=== PROBLEM TO SOLVE ===
Needed from the data below: all lines that contain the word "middle".
....................
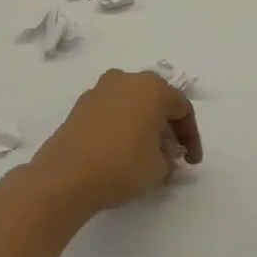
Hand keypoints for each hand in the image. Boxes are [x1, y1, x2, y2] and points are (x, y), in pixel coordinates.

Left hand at [33, 69, 202, 215]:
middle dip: (167, 128)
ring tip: (146, 154)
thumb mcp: (158, 168)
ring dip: (143, 126)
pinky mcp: (80, 106)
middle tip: (172, 154)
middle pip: (156, 101)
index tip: (191, 162)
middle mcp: (127, 79)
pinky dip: (121, 127)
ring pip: (132, 104)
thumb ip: (169, 160)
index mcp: (153, 88)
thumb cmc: (121, 165)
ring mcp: (100, 90)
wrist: (65, 176)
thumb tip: (163, 158)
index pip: (182, 108)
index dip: (191, 136)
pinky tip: (120, 152)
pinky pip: (111, 112)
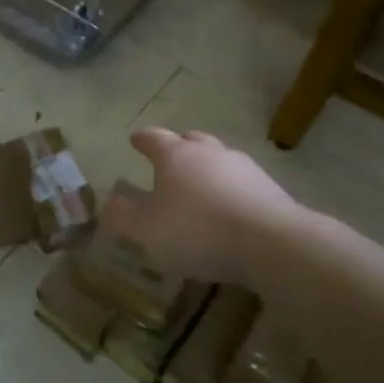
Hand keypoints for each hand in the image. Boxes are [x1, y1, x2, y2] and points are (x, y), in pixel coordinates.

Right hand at [104, 127, 305, 288]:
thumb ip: (124, 215)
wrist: (272, 244)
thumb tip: (111, 200)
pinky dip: (231, 191)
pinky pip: (242, 184)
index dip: (142, 140)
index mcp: (175, 155)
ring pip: (219, 160)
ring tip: (201, 187)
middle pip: (191, 141)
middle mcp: (209, 152)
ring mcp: (244, 168)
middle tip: (170, 159)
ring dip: (208, 169)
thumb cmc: (197, 231)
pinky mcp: (271, 190)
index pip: (154, 138)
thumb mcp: (146, 230)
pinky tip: (230, 210)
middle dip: (179, 148)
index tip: (135, 140)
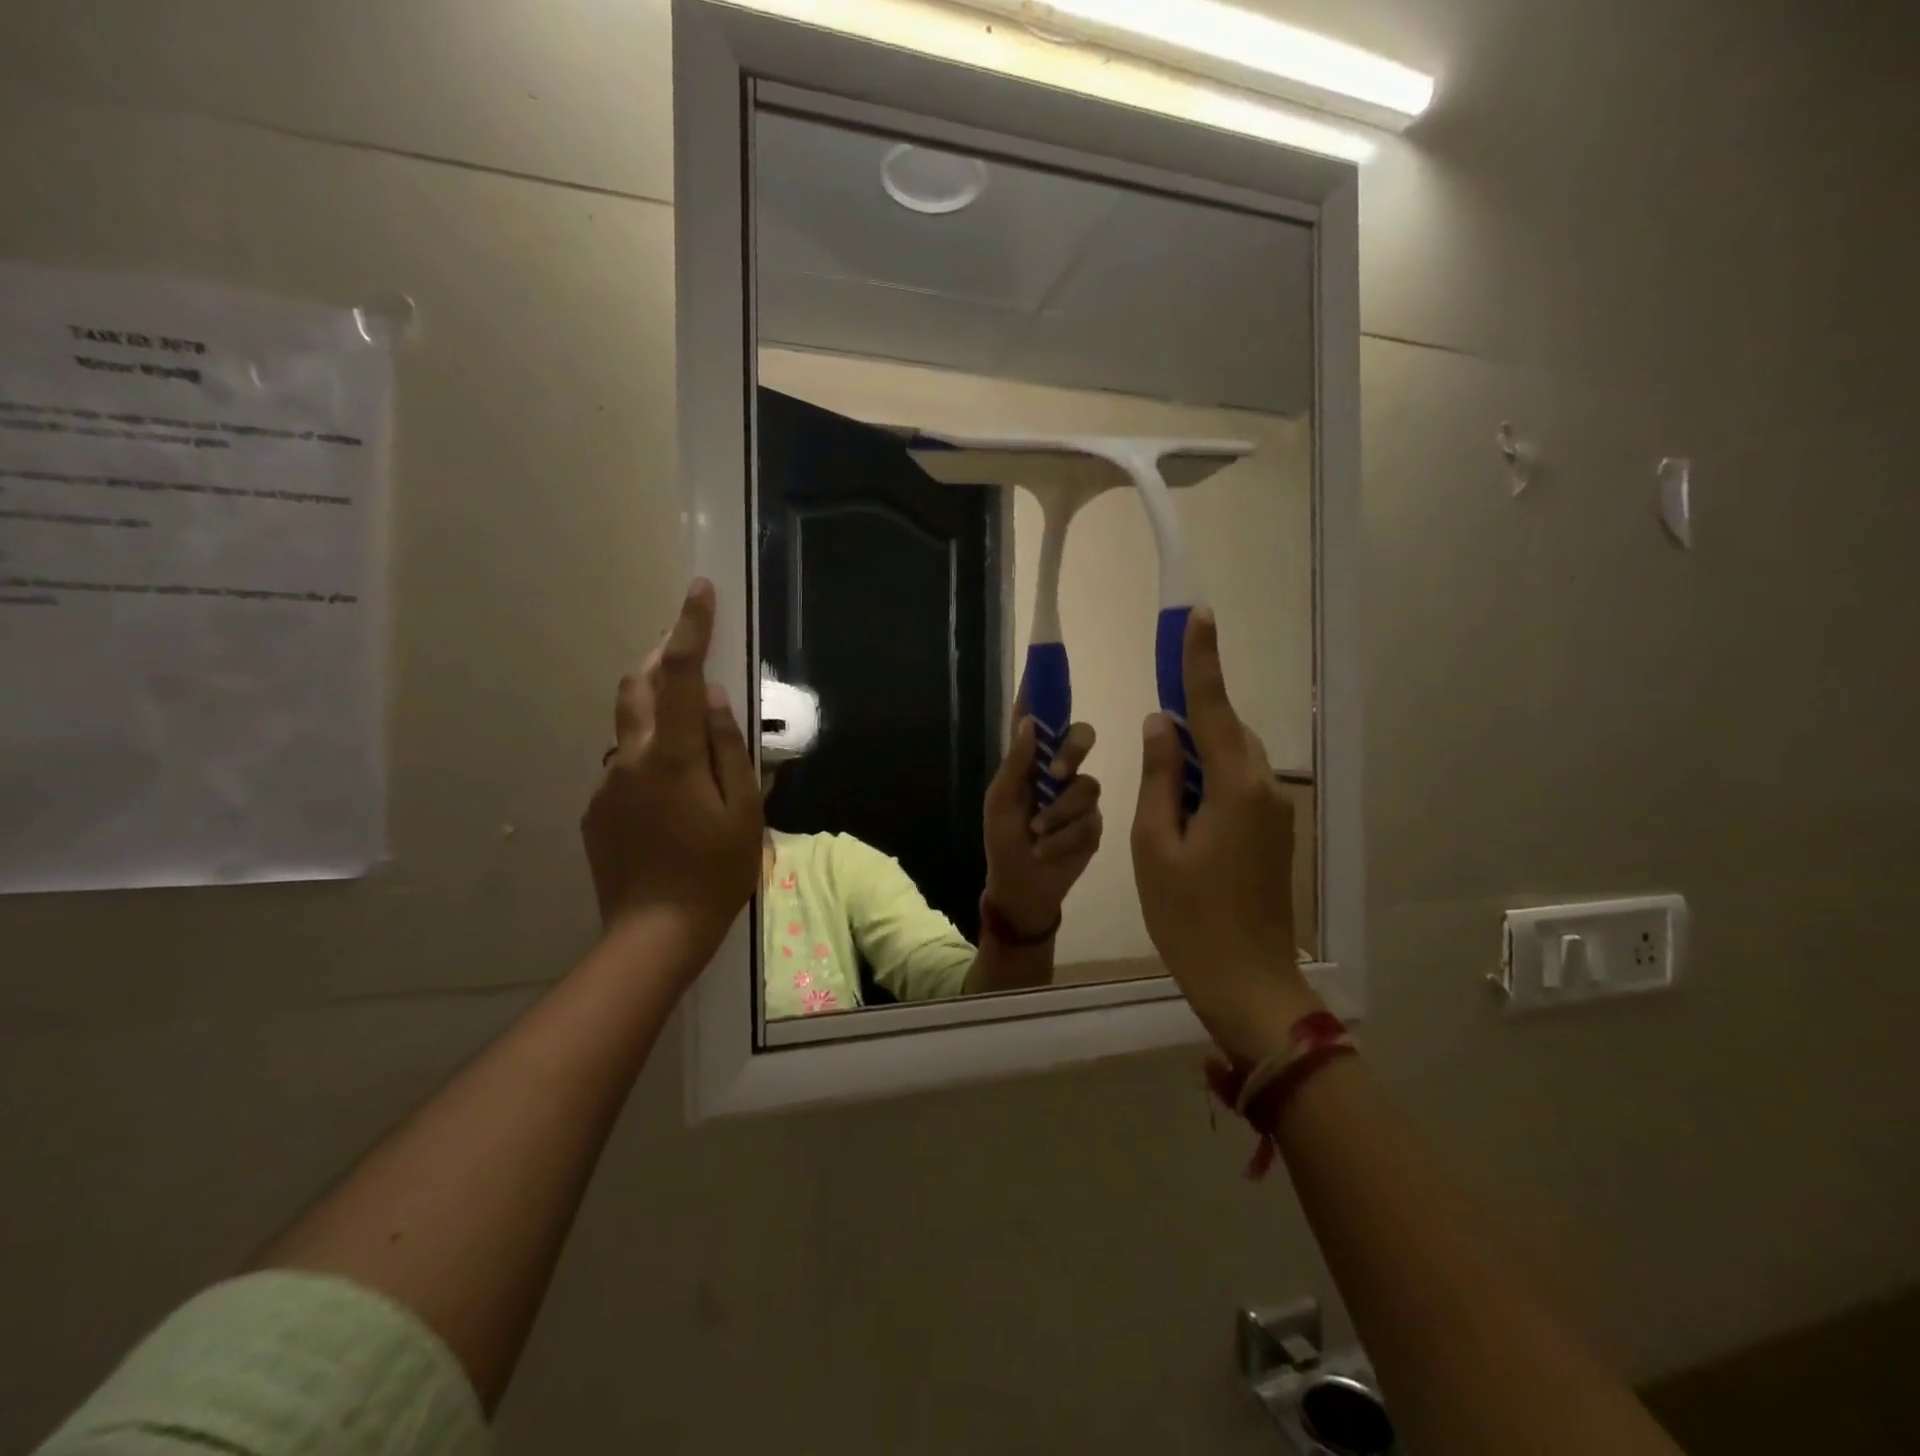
....................
=== ANSWER TO THIS TASK ===
middle dip: (167, 128)
middle tip: (172, 154)
middle pip: (156, 101)
middle mcp: (127, 79)
middle pip: (191, 141)
middle mcp: (209, 152)
middle tip: (170, 159)
middle dip: (179, 148)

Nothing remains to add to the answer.